DEFINITION. A function $f$ on $X$ to $\mathbb{R}$ is said to be $\mathcal{A}$ -measurable (or simply measurable) if for every real number $\alpha$ the set
$$ \{x \in X: f(x)>\alpha\} $$ belongs to $\mathcal{A}$.

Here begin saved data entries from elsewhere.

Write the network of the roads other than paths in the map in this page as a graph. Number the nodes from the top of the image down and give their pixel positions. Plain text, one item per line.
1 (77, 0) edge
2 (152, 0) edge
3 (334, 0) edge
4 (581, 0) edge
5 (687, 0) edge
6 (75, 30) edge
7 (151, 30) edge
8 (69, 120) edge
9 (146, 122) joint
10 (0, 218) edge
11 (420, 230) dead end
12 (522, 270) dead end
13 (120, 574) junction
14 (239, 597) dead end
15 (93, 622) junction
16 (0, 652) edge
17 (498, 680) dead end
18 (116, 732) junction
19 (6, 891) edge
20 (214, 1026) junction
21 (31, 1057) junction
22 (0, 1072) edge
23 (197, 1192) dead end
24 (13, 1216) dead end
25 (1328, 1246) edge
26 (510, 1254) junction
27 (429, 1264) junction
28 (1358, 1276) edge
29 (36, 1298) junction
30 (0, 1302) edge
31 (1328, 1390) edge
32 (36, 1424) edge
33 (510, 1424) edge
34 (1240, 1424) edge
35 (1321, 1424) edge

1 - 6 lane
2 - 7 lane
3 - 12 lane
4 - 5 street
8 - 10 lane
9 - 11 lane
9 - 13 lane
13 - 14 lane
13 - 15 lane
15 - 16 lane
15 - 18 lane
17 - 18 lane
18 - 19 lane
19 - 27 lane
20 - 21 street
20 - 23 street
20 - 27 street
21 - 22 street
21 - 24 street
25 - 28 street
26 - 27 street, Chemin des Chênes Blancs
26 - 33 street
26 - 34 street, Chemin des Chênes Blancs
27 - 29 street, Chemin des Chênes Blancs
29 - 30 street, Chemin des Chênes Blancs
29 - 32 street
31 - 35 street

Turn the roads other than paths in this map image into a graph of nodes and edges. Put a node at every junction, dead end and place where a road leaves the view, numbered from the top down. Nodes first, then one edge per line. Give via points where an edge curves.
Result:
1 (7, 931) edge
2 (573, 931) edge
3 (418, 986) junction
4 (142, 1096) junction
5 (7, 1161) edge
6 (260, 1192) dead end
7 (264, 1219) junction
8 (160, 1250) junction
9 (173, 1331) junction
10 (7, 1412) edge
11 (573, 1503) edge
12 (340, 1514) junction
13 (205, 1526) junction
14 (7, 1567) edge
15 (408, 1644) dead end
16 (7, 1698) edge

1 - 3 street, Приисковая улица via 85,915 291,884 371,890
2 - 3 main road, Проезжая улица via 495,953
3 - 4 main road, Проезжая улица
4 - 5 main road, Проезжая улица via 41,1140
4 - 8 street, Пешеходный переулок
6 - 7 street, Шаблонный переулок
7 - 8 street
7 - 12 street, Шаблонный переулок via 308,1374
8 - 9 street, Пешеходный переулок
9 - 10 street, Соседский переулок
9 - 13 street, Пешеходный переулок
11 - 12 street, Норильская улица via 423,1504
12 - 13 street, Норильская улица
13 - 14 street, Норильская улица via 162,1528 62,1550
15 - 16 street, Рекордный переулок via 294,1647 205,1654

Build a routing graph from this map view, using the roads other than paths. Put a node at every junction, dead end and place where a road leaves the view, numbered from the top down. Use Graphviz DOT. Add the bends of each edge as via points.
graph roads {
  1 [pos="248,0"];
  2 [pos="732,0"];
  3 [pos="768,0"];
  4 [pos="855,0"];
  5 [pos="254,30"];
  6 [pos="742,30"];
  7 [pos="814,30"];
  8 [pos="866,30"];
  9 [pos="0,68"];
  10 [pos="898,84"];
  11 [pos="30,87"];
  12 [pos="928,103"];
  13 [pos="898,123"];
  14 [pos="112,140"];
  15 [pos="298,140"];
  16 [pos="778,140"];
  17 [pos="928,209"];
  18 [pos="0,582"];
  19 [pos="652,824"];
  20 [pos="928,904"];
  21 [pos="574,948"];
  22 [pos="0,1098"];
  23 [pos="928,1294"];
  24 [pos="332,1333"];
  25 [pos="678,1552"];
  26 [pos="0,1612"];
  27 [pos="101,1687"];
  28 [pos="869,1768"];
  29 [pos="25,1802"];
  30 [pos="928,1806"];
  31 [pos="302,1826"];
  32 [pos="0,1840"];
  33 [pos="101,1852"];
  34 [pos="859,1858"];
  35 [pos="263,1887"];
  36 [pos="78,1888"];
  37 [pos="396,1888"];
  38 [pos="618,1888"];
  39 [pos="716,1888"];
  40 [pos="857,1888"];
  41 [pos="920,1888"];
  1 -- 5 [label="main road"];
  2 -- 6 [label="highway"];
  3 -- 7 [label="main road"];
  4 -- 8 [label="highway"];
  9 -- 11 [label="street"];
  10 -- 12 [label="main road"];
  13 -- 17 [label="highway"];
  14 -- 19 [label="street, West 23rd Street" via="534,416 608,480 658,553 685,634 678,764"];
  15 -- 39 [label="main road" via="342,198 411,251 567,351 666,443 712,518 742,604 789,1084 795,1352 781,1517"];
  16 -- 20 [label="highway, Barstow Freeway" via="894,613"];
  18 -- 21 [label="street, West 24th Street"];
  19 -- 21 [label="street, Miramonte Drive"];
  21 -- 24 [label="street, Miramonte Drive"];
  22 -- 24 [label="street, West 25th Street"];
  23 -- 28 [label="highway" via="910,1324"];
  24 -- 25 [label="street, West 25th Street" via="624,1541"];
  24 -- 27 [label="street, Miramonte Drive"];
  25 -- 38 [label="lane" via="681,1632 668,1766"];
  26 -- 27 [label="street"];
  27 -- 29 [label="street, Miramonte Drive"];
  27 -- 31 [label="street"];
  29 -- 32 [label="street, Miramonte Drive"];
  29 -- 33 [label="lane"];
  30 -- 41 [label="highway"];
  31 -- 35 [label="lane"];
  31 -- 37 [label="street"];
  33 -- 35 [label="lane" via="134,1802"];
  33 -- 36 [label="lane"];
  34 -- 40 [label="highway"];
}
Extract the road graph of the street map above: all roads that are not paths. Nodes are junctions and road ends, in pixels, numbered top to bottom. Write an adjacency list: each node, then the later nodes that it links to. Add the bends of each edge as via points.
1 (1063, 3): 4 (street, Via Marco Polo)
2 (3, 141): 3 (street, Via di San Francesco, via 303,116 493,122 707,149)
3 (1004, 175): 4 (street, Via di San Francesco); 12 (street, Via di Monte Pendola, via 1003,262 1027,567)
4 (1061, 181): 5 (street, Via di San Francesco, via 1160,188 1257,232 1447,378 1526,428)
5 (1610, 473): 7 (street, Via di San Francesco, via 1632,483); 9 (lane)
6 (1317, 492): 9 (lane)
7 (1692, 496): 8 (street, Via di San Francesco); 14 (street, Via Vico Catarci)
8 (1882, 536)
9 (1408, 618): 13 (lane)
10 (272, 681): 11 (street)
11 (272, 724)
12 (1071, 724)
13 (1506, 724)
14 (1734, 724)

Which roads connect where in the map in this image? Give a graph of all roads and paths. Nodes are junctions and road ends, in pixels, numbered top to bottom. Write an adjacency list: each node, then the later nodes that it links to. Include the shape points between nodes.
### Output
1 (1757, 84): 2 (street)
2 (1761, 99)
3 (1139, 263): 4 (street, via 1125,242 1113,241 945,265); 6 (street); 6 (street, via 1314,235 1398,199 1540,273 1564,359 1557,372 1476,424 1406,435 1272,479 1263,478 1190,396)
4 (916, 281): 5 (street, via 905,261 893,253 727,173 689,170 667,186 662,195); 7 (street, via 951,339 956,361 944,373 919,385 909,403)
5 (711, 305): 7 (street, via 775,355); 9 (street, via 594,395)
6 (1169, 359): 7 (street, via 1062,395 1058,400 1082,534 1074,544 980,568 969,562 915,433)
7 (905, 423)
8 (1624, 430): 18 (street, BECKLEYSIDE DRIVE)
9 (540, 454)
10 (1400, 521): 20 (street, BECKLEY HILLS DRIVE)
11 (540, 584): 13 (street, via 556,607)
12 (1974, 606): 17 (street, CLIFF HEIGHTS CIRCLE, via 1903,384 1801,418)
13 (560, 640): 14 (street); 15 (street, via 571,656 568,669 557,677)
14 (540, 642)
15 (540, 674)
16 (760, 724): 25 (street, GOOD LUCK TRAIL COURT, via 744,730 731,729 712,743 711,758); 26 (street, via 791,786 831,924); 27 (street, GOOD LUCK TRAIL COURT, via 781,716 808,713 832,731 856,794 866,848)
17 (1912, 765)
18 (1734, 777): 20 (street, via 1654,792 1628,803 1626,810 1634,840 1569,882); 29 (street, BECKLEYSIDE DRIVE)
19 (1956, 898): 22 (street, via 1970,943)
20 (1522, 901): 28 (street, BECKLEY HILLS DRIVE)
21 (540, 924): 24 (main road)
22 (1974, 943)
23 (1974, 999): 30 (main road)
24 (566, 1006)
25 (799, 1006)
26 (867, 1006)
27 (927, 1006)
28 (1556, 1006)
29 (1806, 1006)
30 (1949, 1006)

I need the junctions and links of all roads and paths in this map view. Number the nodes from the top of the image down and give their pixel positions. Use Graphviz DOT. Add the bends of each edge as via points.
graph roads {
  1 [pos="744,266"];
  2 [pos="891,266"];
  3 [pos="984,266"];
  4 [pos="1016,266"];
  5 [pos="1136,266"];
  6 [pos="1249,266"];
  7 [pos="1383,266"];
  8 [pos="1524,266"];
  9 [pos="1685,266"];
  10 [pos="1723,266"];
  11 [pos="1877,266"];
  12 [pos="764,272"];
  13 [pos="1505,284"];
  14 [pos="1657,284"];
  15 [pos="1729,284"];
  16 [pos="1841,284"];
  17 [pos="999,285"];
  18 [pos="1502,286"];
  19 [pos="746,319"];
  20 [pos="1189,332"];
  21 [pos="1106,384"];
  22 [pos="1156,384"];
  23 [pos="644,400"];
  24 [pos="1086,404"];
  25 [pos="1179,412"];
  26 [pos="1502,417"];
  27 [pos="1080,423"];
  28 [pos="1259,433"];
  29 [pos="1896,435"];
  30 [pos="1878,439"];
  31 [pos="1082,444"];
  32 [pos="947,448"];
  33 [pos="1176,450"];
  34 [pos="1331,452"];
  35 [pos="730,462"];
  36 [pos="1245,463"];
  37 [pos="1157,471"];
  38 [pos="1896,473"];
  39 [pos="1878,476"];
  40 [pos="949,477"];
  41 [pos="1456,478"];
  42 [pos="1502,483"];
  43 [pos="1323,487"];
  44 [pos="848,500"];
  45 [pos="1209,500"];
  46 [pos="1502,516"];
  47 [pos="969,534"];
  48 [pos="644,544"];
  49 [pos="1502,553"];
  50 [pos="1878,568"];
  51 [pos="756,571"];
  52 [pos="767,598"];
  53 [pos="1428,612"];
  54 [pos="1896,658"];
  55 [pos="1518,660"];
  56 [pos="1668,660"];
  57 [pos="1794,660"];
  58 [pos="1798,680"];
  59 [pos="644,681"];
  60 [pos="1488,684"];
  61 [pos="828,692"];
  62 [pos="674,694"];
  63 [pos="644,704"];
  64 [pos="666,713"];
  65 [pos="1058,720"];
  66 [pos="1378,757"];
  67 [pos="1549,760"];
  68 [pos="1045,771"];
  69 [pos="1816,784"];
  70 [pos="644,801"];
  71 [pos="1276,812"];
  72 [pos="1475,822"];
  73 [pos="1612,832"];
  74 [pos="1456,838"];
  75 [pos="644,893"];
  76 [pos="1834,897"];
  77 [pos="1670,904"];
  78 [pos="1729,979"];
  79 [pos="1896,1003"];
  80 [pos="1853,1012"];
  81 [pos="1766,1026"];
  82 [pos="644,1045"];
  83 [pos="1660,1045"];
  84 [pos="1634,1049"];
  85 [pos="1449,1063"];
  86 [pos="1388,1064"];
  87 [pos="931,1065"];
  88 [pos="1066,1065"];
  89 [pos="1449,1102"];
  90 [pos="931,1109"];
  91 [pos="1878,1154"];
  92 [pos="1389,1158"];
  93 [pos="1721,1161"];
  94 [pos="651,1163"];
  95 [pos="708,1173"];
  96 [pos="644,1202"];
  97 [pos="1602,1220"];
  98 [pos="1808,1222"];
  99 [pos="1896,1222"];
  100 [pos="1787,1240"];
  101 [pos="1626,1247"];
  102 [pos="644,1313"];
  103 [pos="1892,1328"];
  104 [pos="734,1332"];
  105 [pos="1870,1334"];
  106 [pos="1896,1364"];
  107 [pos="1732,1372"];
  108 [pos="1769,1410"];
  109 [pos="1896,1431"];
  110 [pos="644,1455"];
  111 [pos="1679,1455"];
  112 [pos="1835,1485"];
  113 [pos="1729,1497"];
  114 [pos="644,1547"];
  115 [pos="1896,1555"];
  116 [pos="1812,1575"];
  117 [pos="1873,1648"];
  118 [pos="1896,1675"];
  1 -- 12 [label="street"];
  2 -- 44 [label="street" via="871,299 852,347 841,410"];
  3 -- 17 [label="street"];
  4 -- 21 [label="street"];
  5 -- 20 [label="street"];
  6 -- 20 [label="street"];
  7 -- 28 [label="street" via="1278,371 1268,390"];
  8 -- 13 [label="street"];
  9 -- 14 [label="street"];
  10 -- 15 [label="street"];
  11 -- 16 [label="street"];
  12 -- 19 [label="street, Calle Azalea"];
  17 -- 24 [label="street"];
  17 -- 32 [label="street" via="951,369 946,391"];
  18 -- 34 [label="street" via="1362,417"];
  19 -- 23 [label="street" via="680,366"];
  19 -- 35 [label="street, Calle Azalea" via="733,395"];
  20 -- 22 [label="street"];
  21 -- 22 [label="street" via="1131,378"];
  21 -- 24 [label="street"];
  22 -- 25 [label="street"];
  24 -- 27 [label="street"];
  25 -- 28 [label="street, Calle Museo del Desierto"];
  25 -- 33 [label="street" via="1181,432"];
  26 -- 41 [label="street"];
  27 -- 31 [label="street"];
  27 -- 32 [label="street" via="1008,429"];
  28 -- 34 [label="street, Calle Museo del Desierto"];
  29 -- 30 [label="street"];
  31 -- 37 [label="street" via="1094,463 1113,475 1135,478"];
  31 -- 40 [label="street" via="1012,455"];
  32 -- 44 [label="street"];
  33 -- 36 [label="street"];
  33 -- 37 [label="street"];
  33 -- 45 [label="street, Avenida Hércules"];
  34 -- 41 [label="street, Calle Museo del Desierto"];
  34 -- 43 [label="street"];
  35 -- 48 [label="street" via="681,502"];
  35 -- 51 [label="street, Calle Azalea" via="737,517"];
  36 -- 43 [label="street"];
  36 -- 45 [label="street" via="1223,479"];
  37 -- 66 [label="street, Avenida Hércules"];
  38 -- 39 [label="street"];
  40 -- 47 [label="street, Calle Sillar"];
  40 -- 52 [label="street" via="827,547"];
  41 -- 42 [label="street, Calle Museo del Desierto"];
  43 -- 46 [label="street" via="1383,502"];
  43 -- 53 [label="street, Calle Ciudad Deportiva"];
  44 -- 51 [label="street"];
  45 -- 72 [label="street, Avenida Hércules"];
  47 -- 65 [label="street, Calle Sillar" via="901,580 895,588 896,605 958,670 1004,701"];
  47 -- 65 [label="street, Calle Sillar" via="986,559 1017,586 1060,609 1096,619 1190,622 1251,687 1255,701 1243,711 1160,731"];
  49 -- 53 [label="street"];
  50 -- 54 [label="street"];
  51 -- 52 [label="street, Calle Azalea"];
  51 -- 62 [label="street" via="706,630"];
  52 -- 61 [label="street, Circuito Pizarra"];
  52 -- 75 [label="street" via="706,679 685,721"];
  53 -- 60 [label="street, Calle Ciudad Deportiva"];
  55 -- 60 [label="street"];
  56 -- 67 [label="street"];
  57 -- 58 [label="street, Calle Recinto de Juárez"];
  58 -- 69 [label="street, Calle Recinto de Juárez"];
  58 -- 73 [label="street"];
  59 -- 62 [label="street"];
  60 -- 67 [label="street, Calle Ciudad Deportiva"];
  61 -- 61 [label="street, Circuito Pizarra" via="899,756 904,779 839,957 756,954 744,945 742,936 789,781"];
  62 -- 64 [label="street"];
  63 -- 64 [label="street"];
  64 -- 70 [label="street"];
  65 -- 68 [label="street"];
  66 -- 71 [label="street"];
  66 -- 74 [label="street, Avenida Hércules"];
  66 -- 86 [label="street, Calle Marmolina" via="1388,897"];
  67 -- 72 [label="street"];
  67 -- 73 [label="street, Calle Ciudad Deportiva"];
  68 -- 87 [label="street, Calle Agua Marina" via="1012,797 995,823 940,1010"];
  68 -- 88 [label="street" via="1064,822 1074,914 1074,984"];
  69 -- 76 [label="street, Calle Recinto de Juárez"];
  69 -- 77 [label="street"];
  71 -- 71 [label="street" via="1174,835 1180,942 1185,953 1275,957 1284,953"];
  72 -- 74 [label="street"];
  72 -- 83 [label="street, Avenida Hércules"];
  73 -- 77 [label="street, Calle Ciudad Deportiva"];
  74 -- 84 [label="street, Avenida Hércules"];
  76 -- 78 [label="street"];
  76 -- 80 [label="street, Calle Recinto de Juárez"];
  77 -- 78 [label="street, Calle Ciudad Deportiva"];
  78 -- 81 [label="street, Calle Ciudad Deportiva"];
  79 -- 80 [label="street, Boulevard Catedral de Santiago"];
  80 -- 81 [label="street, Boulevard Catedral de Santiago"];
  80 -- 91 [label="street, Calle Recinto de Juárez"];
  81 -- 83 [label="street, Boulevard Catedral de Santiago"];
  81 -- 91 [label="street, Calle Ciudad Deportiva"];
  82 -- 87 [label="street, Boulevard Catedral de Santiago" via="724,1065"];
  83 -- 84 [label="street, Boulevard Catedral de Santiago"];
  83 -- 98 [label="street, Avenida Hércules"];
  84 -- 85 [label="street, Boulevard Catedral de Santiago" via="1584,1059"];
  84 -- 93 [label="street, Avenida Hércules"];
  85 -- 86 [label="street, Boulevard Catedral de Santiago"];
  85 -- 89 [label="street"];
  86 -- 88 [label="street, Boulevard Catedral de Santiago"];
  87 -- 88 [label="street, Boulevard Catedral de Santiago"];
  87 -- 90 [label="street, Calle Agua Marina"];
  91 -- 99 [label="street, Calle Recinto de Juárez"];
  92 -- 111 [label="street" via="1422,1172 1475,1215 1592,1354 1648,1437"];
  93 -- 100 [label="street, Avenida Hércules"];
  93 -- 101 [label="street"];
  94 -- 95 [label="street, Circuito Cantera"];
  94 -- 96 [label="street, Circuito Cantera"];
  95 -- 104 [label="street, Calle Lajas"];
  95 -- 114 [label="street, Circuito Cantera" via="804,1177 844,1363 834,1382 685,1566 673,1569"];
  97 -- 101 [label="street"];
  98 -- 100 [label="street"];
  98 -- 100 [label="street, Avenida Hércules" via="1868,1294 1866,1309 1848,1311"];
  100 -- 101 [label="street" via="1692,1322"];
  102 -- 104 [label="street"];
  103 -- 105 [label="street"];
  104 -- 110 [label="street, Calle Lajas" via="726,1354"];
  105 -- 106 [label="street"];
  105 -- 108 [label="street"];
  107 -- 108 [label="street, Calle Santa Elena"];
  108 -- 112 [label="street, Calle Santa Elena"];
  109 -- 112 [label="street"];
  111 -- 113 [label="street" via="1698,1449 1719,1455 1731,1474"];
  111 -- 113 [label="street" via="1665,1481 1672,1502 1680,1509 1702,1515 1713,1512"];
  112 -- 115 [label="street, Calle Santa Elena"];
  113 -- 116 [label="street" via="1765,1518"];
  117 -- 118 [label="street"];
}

LEMMA. The following statements are equivalent for a function fon $X$ to $\mathbb{R}$ :
(a) For every $\alpha \in \mathbb{R},$ the set $A_{\alpha}=\{x \in X: f(x)>\alpha\}$ belongs to $\mathcal{A}$
(b) For every $\alpha \in \mathbb{R},$ the set $B_{\alpha}=\{x \in X: f(x) \leqslant \alpha\}$ belongs to $\mathcal{A}$
(c) For every $\alpha \in \mathbb{R},$ the set $C_{\alpha}=\{x \in X: f(x) \geqslant \alpha\}$ belongs to $\mathcal{A}$
(d) For every $\alpha \in \mathbb{R},$ the set $D_{\alpha}=\{x \in X: f(x)<\alpha\}$ belongs to $\mathcal{A}.$
PROOF. Since $B_{\alpha}$ and $A_{\alpha}$ are complements of each other, statement (a) is equivalent to statement (b). Similarly, statements (c) and (d) are equivalent. If (a) holds, then $A_{\alpha-1 / n}$ belongs to $\mathcal{A}$ for each $n$ and since $$ C_{\alpha}=\bigcap_{n=1}^{\infty} A_{\alpha-1 / n} $$ it follows that $C_{\alpha} \in \mathcal{A} . \quad$ Hence (a) implies (c). $\quad$ since $$ A_{\alpha}=\bigcup_{n=1}^{\infty} C_{\alpha+1 / n} $$ it follows that (c) implies (a).
My question is: Why "$C_{\alpha}=\bigcap_{n=1}^{\infty} A_{\alpha-1 / n}$", that is why "$\bigcap$", why not $"\bigcup"$? I didn't understood it, can you explain it? Also I didn't understood that why "$A_{\alpha}=\bigcup_{n=1}^{\infty} C_{\alpha+1 / n}$", that is why "$\bigcup$"?
Let us compare $$B=\bigcup_{n\geq 1}A_{\alpha-1/n}$$ with $$C=\bigcap_{n\geq 1}A_{\alpha-1/n}$$ Which of $B$ and $C$ is the set $C_{\alpha}$, that is $f(x)\geq\alpha$?
If $x\in B$ then $x\in A_{\alpha-1/n}$ for some integer $n$ that is $$f(x)>\alpha-\dfrac{1}{n}$$ for some integer $n$. Then it could very well be that $f(x)<\alpha$, there is some room between $\alpha-1/n$ and $\alpha$.
However if you consider $C$ then $x\in C$ means that $$f(x)>\alpha-\dfrac{1}{n}$$ for every possible integer $n$. That can only happen if $f(x)\geq\alpha$.
The other question is pretty much the same issue, see if you can figure it out on your own.